Exercise brief:
Pull every line containing the word "阿公店路二段" out of the material below.
** Extracted material follows **
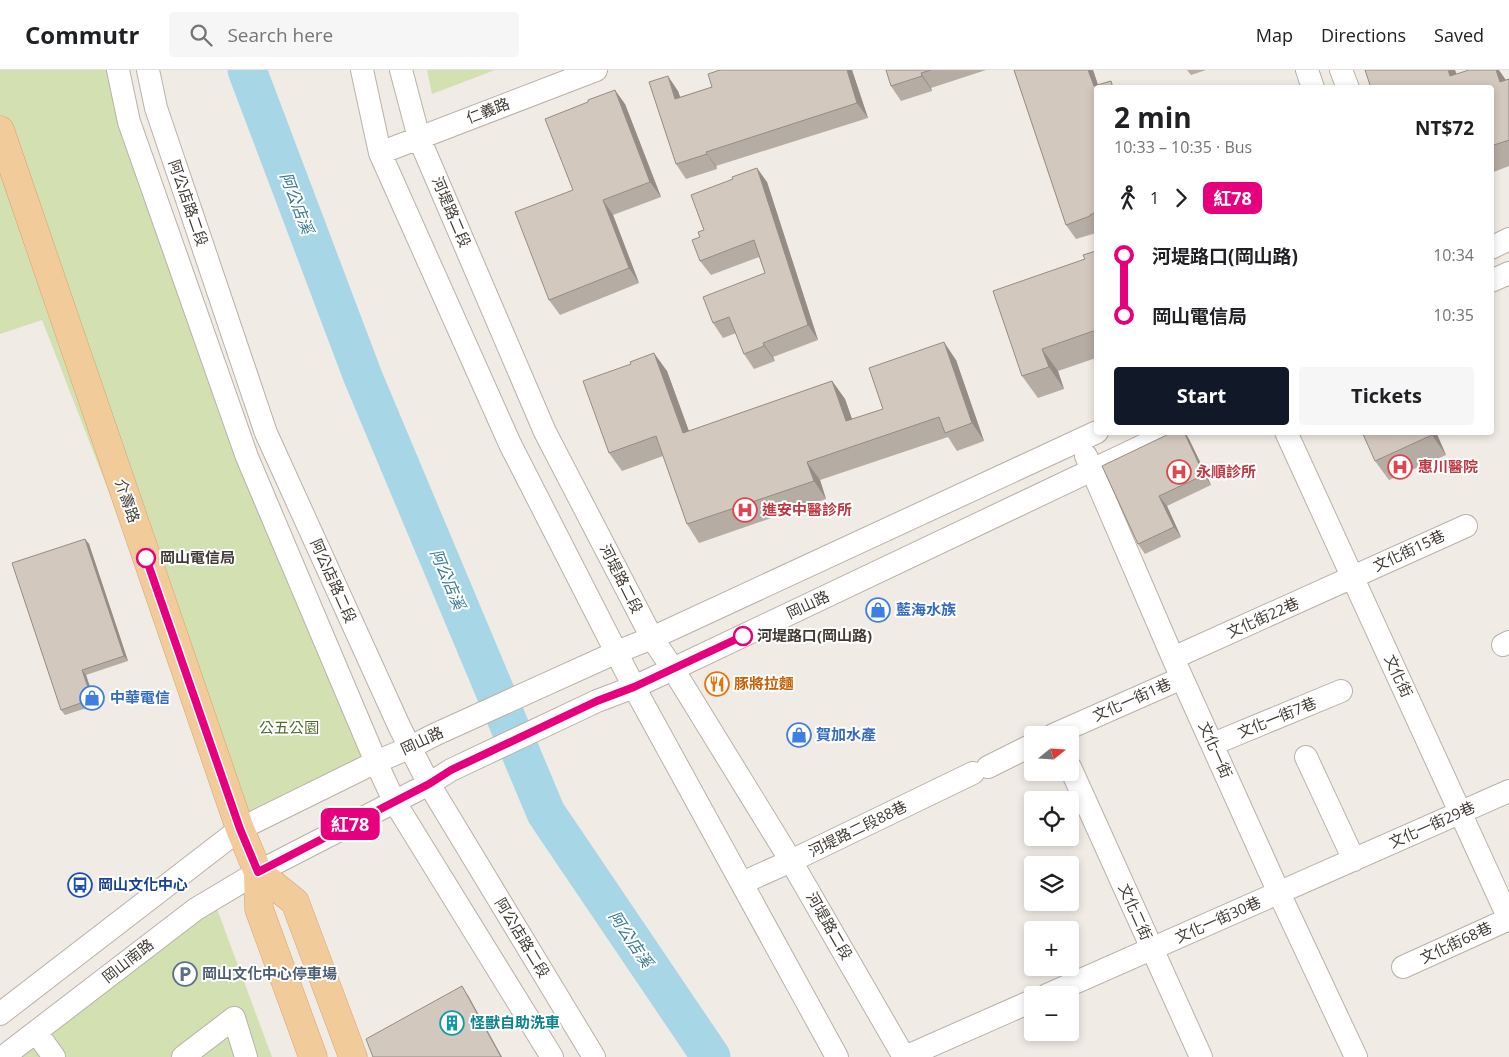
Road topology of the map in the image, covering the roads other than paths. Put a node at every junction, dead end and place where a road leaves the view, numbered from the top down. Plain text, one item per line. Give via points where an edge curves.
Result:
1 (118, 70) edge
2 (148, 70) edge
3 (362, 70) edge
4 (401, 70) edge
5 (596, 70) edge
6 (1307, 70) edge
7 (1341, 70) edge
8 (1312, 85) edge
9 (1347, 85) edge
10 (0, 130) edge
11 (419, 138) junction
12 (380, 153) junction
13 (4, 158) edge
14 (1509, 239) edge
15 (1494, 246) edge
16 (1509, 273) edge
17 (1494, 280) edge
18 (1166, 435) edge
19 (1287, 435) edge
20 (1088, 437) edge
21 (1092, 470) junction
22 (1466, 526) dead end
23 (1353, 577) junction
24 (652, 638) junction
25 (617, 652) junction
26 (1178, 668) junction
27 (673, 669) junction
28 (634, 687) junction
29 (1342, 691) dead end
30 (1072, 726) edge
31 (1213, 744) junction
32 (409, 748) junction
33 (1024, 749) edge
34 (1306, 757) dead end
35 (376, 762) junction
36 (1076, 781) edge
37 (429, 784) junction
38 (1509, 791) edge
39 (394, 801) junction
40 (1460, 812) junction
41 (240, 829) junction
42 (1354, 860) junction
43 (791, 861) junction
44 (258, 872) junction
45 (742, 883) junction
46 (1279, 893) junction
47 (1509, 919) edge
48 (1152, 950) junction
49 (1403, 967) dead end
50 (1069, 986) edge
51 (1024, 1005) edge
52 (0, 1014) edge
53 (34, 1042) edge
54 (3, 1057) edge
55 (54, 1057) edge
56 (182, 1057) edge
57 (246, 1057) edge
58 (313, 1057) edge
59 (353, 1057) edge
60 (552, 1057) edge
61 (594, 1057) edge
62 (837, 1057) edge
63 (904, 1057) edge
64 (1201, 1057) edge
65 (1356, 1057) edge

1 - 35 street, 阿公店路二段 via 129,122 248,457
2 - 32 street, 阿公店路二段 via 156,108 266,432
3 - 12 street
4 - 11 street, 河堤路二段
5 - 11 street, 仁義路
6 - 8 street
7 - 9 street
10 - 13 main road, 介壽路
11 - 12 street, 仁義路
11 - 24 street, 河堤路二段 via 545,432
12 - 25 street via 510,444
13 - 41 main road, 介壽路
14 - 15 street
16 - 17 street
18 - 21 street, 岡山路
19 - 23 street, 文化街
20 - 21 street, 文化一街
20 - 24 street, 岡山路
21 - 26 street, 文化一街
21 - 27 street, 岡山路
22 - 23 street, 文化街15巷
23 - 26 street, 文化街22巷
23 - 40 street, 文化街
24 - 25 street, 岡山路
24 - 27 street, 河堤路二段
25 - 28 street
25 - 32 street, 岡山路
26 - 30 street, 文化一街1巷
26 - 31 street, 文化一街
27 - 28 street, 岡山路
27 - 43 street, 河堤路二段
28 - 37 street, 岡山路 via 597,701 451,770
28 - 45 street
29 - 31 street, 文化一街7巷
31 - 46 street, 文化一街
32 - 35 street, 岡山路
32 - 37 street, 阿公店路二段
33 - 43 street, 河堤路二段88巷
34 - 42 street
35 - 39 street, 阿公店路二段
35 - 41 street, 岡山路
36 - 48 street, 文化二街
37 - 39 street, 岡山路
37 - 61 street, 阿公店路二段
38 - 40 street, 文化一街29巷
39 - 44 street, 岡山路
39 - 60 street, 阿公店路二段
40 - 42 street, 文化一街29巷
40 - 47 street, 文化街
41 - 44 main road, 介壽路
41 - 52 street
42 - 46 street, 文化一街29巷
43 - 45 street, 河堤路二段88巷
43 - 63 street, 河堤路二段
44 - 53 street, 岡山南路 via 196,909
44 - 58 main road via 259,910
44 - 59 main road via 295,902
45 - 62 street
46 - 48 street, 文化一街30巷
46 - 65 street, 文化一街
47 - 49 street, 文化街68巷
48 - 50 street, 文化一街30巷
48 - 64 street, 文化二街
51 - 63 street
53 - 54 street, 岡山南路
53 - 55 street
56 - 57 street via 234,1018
** End of Extracted material **
Final answer:
1 - 35 street, 阿公店路二段 via 129,122 248,457
2 - 32 street, 阿公店路二段 via 156,108 266,432
32 - 37 street, 阿公店路二段
35 - 39 street, 阿公店路二段
37 - 61 street, 阿公店路二段
39 - 60 street, 阿公店路二段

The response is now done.